■ Exercise prompt: From the entries below, copy out every line with "Arif" in it.

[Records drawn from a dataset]
━━━━━━━━━━━━━━━━━━━━━━━━━━━━━━
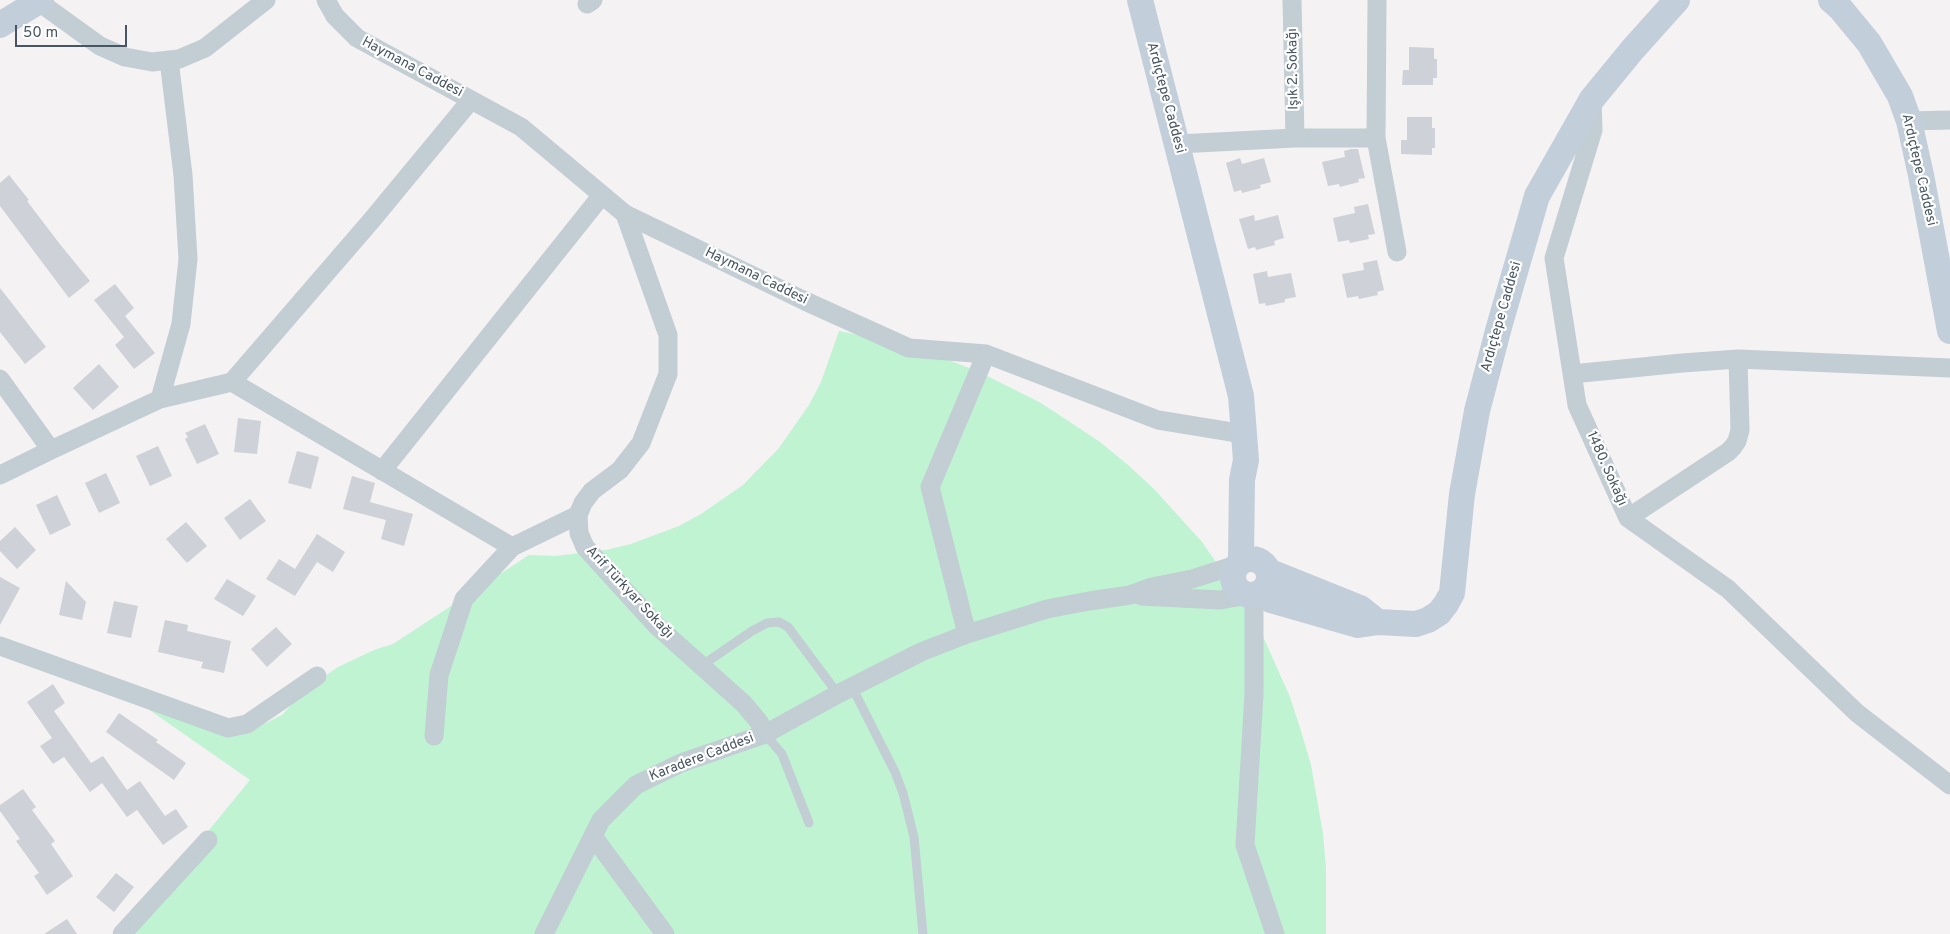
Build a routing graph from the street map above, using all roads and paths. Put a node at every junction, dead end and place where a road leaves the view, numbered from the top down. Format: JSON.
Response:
{"nodes":[{"id":1,"x":266,"y":0,"type":"edge"},
{"id":2,"x":326,"y":0,"type":"edge"},
{"id":3,"x":1140,"y":0,"type":"edge"},
{"id":4,"x":1292,"y":0,"type":"edge"},
{"id":5,"x":1377,"y":0,"type":"edge"},
{"id":6,"x":1677,"y":0,"type":"edge"},
{"id":7,"x":1831,"y":0,"type":"edge"},
{"id":8,"x":40,"y":1,"type":"edge"},
{"id":9,"x":0,"y":25,"type":"edge"},
{"id":10,"x":169,"y":60,"type":"junction"},
{"id":11,"x":1592,"y":99,"type":"junction"},
{"id":12,"x":471,"y":100,"type":"junction"},
{"id":13,"x":1950,"y":120,"type":"edge"},
{"id":14,"x":1909,"y":121,"type":"junction"},
{"id":15,"x":1295,"y":138,"type":"junction"},
{"id":16,"x":1376,"y":138,"type":"junction"},
{"id":17,"x":1178,"y":144,"type":"junction"},
{"id":18,"x":602,"y":195,"type":"junction"},
{"id":19,"x":625,"y":214,"type":"junction"},
{"id":20,"x":1397,"y":252,"type":"dead end"},
{"id":21,"x":1950,"y":331,"type":"edge"},
{"id":22,"x":986,"y":354,"type":"junction"},
{"id":23,"x":1738,"y":359,"type":"junction"},
{"id":24,"x":1950,"y":368,"type":"edge"},
{"id":25,"x":1572,"y":374,"type":"junction"},
{"id":26,"x":0,"y":379,"type":"edge"},
{"id":27,"x":232,"y":382,"type":"junction"},
{"id":28,"x":160,"y":399,"type":"junction"},
{"id":29,"x":1244,"y":434,"type":"junction"},
{"id":30,"x":50,"y":450,"type":"junction"},
{"id":31,"x":382,"y":471,"type":"junction"},
{"id":32,"x":0,"y":475,"type":"edge"},
{"id":33,"x":578,"y":515,"type":"junction"},
{"id":34,"x":1628,"y":518,"type":"junction"},
{"id":35,"x":512,"y":548,"type":"junction"},
{"id":36,"x":1253,"y":578,"type":"junction"},
{"id":37,"x":1130,"y":595,"type":"junction"},
{"id":38,"x":967,"y":634,"type":"junction"},
{"id":39,"x":0,"y":646,"type":"edge"},
{"id":40,"x":701,"y":666,"type":"junction"},
{"id":41,"x":316,"y":676,"type":"dead end"},
{"id":42,"x":845,"y":690,"type":"junction"},
{"id":43,"x":765,"y":734,"type":"junction"},
{"id":44,"x":434,"y":736,"type":"dead end"},
{"id":45,"x":1950,"y":785,"type":"edge"},
{"id":46,"x":809,"y":823,"type":"dead end"},
{"id":47,"x":593,"y":836,"type":"junction"},
{"id":48,"x":208,"y":840,"type":"dead end"},
{"id":49,"x":122,"y":934,"type":"edge"},
{"id":50,"x":544,"y":934,"type":"edge"},
{"id":51,"x":665,"y":934,"type":"edge"},
{"id":52,"x":923,"y":934,"type":"edge"},
{"id":53,"x":1275,"y":934,"type":"edge"}],
"edges":[{"from":1,"to":10,"type":"street"},
{"from":2,"to":12,"type":"street","name":"Haymana Caddesi"},
{"from":3,"to":17,"type":"street","name":"Ardıçtepe Caddesi"},
{"from":4,"to":15,"type":"street","name":"Işık 2. Sokağı"},
{"from":5,"to":16,"type":"street"},
{"from":6,"to":11,"type":"street","name":"Ardıçtepe Caddesi"},
{"from":7,"to":14,"type":"street","name":"Ardıçtepe Caddesi"},
{"from":8,"to":9,"type":"street"},
{"from":8,"to":10,"type":"street"},
{"from":10,"to":28,"type":"street"},
{"from":11,"to":25,"type":"street","name":"1480. Sokağı"},
{"from":11,"to":36,"type":"street","name":"Ardıçtepe Caddesi"},
{"from":12,"to":18,"type":"street","name":"Haymana Caddesi"},
{"from":12,"to":27,"type":"street"},
{"from":13,"to":14,"type":"street"},
{"from":14,"to":21,"type":"street","name":"Ardıçtepe Caddesi"},
{"from":15,"to":16,"type":"street"},
{"from":15,"to":17,"type":"street"},
{"from":16,"to":20,"type":"street"},
{"from":17,"to":29,"type":"street","name":"Ardıçtepe Caddesi"},
{"from":18,"to":19,"type":"street","name":"Haymana Caddesi"},
{"from":18,"to":31,"type":"street"},
{"from":19,"to":22,"type":"street","name":"Haymana Caddesi"},
{"from":19,"to":33,"type":"street"},
{"from":22,"to":29,"type":"street","name":"Haymana Caddesi"},
{"from":22,"to":38,"type":"street"},
{"from":23,"to":24,"type":"street"},
{"from":23,"to":25,"type":"street"},
{"from":23,"to":34,"type":"street"},
{"from":25,"to":34,"type":"street","name":"1480. Sokağı"},
{"from":26,"to":30,"type":"street"},
{"from":27,"to":28,"type":"street"},
{"from":27,"to":31,"type":"street"},
{"from":28,"to":30,"type":"street"},
{"from":29,"to":36,"type":"street","name":"Ardıçtepe Caddesi"},
{"from":30,"to":32,"type":"street"},
{"from":31,"to":35,"type":"street"},
{"from":33,"to":35,"type":"street"},
{"from":33,"to":40,"type":"street","name":"Arif Türkyar Sokağı"},
{"from":34,"to":45,"type":"street","name":"1480. Sokağı"},
{"from":35,"to":44,"type":"street"},
{"from":36,"to":37,"type":"street"},
{"from":36,"to":37,"type":"street"},
{"from":36,"to":53,"type":"street"},
{"from":37,"to":38,"type":"street","name":"Karadere Caddesi"},
{"from":38,"to":42,"type":"street","name":"Karadere Caddesi"},
{"from":39,"to":41,"type":"street"},
{"from":40,"to":42,"type":"lane"},
{"from":40,"to":43,"type":"street","name":"Arif Türkyar Sokağı"},
{"from":42,"to":43,"type":"street","name":"Karadere Caddesi"},
{"from":42,"to":52,"type":"lane"},
{"from":43,"to":46,"type":"lane"},
{"from":43,"to":47,"type":"street","name":"Karadere Caddesi"},
{"from":47,"to":50,"type":"street","name":"Karadere Caddesi"},
{"from":47,"to":51,"type":"street"},
{"from":48,"to":49,"type":"street"}]}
━━━━━━━━━━━━━━━━━━━━━━━━━━━━━━
■ Problem solution:
{"from":33,"to":40,"type":"street","name":"Arif Türkyar Sokağı"},
{"from":40,"to":43,"type":"street","name":"Arif Türkyar Sokağı"},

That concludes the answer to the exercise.